The period L.A. crime drama Gangster Squad — starring Josh Brolin, Ryan Gosling, Sean Penn and Emma Stone — is best known for its poor timing. Following the movie theater mass shootings in Aurora, Colorado in July 2012, the release date for Gangster Squad was bumped. The film's centerpiece action sequence depicted, yes, a mass shooting in a movie theater.
The cast reassembled in August for additional shooting and the scene was replaced for the film's rescheduled opening in January, 2013. But critics didn't like it, audiences didn't notice it, the marketing was halfhearted and picture quickly sank from view.
New to DVD, Blu-ray and digital this week. Gangster Squad is hoping for a second chance on home video. It's not a great film, but it's not bad and it has a nice feel for the genre delights of tough guys and Tommy guns.
The premise — kinda-sorta based on a true story — is made-for-Hollywood material: After World War II, vicious gangster Mickey Cohen (Penn) is king of the Los Angeles criminal underworld. Cohen has so terrified the citizenry that one will inform or testify against him. And he's bought off all the important cops and judges, so no one will prosecute him in the first place.

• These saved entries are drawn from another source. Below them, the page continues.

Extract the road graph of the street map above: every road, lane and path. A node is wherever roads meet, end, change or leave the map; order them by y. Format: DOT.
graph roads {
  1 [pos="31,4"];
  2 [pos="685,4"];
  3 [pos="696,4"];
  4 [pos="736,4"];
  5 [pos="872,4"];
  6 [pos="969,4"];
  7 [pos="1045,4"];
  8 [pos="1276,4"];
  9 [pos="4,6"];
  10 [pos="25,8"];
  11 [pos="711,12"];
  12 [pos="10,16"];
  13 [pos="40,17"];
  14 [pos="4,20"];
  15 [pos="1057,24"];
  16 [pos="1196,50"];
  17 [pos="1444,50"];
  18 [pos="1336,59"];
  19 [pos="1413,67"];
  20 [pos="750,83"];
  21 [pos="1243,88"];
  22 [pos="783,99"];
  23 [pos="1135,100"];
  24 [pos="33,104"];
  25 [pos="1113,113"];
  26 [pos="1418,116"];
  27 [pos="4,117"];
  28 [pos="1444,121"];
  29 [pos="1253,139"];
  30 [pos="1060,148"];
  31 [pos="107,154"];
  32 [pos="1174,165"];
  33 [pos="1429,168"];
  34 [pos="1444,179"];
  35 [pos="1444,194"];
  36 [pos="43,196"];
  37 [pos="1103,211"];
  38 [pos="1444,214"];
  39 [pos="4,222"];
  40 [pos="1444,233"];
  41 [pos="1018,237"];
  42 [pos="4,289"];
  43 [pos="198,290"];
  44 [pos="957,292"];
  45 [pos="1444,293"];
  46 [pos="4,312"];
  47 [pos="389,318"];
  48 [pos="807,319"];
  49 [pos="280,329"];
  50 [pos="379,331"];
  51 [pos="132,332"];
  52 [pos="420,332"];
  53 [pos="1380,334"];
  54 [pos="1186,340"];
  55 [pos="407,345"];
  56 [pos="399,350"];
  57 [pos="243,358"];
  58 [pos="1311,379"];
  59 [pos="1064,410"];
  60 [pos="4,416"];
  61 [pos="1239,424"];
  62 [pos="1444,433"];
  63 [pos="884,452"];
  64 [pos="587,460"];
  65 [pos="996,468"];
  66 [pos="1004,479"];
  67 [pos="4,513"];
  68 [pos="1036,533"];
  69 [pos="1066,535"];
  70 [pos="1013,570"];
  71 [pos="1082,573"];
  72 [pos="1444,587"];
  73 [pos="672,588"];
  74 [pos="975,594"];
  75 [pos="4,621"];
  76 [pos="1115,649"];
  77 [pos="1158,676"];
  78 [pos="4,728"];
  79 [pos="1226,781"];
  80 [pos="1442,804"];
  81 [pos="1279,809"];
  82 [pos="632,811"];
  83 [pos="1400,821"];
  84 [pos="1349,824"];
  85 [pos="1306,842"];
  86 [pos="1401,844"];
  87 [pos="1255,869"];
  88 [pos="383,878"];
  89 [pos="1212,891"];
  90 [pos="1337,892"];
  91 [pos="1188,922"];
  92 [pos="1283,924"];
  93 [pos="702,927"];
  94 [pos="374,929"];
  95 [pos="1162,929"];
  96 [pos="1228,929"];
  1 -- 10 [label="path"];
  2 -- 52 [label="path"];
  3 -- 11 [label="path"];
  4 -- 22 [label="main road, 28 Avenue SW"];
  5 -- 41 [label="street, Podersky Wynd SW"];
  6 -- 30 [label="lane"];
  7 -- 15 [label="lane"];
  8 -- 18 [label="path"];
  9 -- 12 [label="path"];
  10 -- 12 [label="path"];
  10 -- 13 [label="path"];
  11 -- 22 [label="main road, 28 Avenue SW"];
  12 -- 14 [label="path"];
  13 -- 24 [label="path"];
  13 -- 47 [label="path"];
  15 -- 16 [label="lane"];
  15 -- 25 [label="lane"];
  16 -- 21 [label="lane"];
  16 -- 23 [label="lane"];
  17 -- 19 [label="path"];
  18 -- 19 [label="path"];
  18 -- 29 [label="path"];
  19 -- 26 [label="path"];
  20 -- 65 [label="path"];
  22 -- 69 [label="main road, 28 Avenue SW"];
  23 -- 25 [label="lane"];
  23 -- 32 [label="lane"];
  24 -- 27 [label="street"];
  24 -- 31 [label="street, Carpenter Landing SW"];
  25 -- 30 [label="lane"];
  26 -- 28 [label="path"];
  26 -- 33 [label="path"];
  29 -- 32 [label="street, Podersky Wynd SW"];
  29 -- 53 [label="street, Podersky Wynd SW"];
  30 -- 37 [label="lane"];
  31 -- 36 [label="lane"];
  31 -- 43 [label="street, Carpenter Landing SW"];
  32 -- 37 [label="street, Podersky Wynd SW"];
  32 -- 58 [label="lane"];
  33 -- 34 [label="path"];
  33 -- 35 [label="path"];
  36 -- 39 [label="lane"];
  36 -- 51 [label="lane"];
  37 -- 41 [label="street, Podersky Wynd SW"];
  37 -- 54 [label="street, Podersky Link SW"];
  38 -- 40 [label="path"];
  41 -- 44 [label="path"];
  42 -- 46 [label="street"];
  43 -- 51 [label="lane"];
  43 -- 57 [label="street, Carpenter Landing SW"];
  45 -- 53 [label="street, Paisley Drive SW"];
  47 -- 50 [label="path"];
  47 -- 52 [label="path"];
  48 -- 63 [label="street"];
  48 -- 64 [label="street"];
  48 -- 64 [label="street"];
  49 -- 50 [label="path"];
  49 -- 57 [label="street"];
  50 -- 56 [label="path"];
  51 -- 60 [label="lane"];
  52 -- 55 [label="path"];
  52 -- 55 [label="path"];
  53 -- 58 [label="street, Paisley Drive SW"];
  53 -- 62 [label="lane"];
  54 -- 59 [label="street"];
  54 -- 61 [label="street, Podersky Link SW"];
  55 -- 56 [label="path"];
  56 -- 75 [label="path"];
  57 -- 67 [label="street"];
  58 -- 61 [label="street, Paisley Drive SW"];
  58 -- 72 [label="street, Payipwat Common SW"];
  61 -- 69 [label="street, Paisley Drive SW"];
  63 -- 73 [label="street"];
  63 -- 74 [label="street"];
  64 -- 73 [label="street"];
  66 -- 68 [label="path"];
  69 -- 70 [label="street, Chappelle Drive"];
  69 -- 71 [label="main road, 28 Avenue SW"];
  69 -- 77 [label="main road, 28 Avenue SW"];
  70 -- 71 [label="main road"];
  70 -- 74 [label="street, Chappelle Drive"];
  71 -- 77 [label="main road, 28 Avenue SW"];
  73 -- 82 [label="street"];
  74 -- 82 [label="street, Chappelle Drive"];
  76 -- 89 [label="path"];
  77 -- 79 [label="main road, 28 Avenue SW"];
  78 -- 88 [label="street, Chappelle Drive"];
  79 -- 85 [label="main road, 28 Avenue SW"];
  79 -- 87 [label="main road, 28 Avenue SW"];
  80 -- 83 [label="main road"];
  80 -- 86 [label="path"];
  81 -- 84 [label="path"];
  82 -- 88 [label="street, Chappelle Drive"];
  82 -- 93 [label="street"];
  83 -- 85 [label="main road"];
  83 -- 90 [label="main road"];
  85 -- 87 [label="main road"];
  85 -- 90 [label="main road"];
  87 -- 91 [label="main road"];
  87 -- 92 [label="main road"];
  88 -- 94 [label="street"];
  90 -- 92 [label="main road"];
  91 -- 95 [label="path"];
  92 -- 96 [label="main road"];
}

L.A. police chief Bill Parker (Nick Nolte) decides there's only one way to beat Cohen. He assembles an off-the-books team of hardcase cops — the Gangster Squad — to wage guerrilla war against Cohen's syndicate. Their mission, should they choose to accept it: Smash Cohen's rackets, burn down his operations and dispose of his goons by any means necessary. The team accepts, with enthusiasm.
Brolin plays Sgt. John O'Mara, square-jawed WWII veteran and leader of the team. He's sufficiently heroic, but less interesting than those around him. O'Mara's pregnant wife Connie (Mireille Enos) proves to be just as tough and twice as smart as John, with a flair for crimefighting strategy. Ryan Gosling plays a cynical cop who joins the team and even dares to steal the heart of Cohen's moll, played by a sultry Emma Stone.
Gangster Squad never quite clicks, though. Director Ruben Fleischer (Zombieland) aims for a stylized approach in the dialogue and staging that doesn't sit well with all the graphic violence. Fleischer states his intentions in an opening scene where Cohen dismembers a rival gangster under the iconic "Hollywoodland" sign. This kind of tone is hard to pull off — ask Tarantino — and Fleischer and his team flirt with open parody throughout. You're never sure how seriously to take any of it, because the filmmakers aren't sure themselves.
So you're left with the film's unambiguous delights: The pretty period art design and the giddy performances from Gosling, Enos, Stone and especially Sean Penn as the psychotic Cohen. Watch Penn's choices throughout, especially in the final scenes. He knows what his role is in a movie like this, and how to deliver.
The DVD/Blu-ray retail combo adds some worthwhile extras on the movie's historical context, plus deleted scenes and a director's commentary track.
Also New This Week:
History-minded baseball fans might want to check out director Aviva Kempner’s Peabody Award-winning documentary The Life and Times of Hank Greenberg, which profiles the great Detroit Tigers sluggers and America's first Jewish baseball superstar.
Headliners and co-writers Matt Damon and John Krasinski take on the contentious issue of natural gas fracking in Promised Land.
Naomi Watts and Ewan McGregor in the wrenching tsunami drama The Impossible.
Marlon Wayans, Nick Swardson and Cedric the Entertainer in the found-footage horror spoof A Haunted House.
Sam Neill, Laura Dern and several dozen lethal dinosaurs in the 3D reissue of Jurassic Park, which is still playing in some theaters. That was fast.
Plus: Any Day Now, The Great Gatsby (1974), K-11, Mr. Selfridge, Pawn, Wuthering Heights (2011) and — for you old-school James Garner fans — Maverick: The Complete Second Season.